Feet First Philly and Clean Air Council Announce 7 Recipients Of Public Space Enhancement Mini-Grants

Feet First Philly and Clean Air Council, in partnership with the Philadelphia Department of Public Health, are pleased to announce the recipients of our first pedestrian enhancement mini-grants. The chosen projects represent seven distinct neighborhoods and seven distinct strategies to address barriers to walking and rolling. 

Chew and Chelten CDC/RCO – The project revamps an unoccupied newsstand with a community informed mural painted by a local artist Serafina Harris. The mural will exhibit, “images of positive and daring young black men and women stepping into a better future.” 

Hunting Park Community Garden – Funding to be used to create an outdoor community space that includes tables, chairs, and a summer misting fan in partnership with the Free Library of Philadelphia and Lenfest Center.

Kensington Neighborhood Association – The Association plans to demolish and repour a concrete sidewalk that is currently damaged to create an “access point for any interested gardeners to come and enjoy the garden space.”

Cobbs Creek Ambassador Program – The project engages volunteers to “adopt sections of the park to clean up,” creating a model of hyper-local resident led stewardship with a low barrier to entry. Funding will go to “ambassador startup kits” that include cleanup essentials like, trash bags, gloves, shovels, rakes, brooms, and trash cans. 

Village Arts and Humanities – Located in the Fairhill-Hartranft section of Philadelphia, received funding to install a creative art crosswalk to increase the visibility of a pedestrian space along a commercial corridor. 
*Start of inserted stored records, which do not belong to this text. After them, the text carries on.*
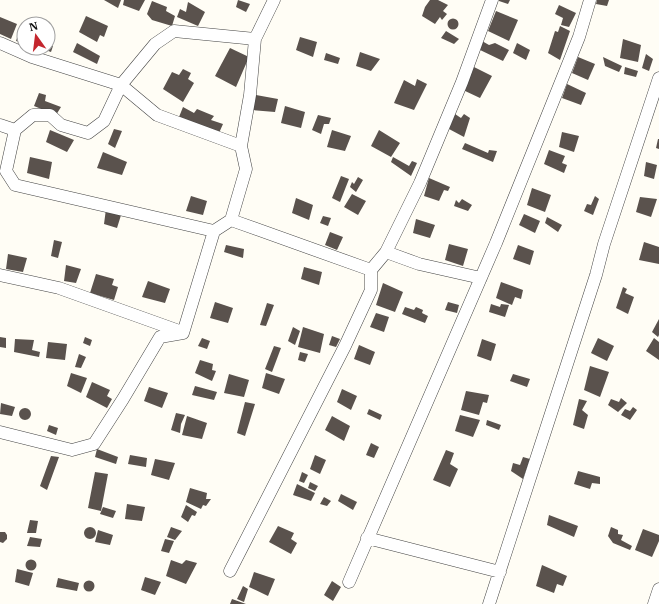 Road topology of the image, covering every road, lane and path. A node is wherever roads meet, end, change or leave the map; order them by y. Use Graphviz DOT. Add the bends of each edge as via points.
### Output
graph roads {
  1 [pos="274,0"];
  2 [pos="492,0"];
  3 [pos="590,0"];
  4 [pos="255,39"];
  5 [pos="0,43"];
  6 [pos="659,78"];
  7 [pos="121,85"];
  8 [pos="0,125"];
  9 [pos="15,130"];
  10 [pos="240,146"];
  11 [pos="3,173"];
  12 [pos="231,220"];
  13 [pos="214,231"];
  14 [pos="386,252"];
  15 [pos="371,270"];
  16 [pos="0,275"];
  17 [pos="481,278"];
  18 [pos="183,333"];
  19 [pos="0,432"];
  20 [pos="367,538"];
  21 [pos="230,571"];
  22 [pos="500,572"];
  23 [pos="348,582"];
  24 [pos="659,589"];
  25 [pos="489,604"];
  26 [pos="654,604"];
  1 -- 4 [label="street"];
  2 -- 14 [label="street" via="462,82 420,182"];
  3 -- 17 [label="street" via="579,37"];
  4 -- 7 [label="street" via="174,31 155,44"];
  4 -- 10 [label="street" via="250,95"];
  5 -- 7 [label="street" via="32,58"];
  6 -- 22 [label="street"];
  7 -- 9 [label="street" via="104,121 88,133 61,126 50,115 33,115"];
  7 -- 10 [label="street" via="157,115"];
  8 -- 9 [label="street"];
  9 -- 11 [label="street"];
  10 -- 12 [label="street" via="246,169"];
  11 -- 13 [label="street" via="15,185"];
  12 -- 13 [label="street"];
  12 -- 15 [label="street"];
  13 -- 18 [label="street"];
  14 -- 15 [label="street"];
  14 -- 17 [label="street" via="419,264"];
  15 -- 21 [label="street" via="371,290"];
  16 -- 18 [label="street" via="59,288"];
  17 -- 20 [label="street"];
  18 -- 19 [label="street" via="160,337 94,444 72,450"];
  20 -- 22 [label="street"];
  20 -- 23 [label="street"];
  22 -- 25 [label="street"];
  24 -- 26 [label="street"];
}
The Enterprise Center CDC in collaboration with Blackwell Regional Library in West Philadelphia will use mini-grant funds for a parklet project on 52nd Street featuring a “mix of both fixed and removable seating, greenery, and public art.”

Centennial East Parkside CDC working with WeWalkPHL will survey residents to identify both physical and social barriers to pedestrians when accessing West Fairmount Park from the Parkside neighborhood. The survey will take place during their Juneteenth celebration to “assess the neighborhood’s walkability, photograph and document problem areas, and brainstorm creative approaches.”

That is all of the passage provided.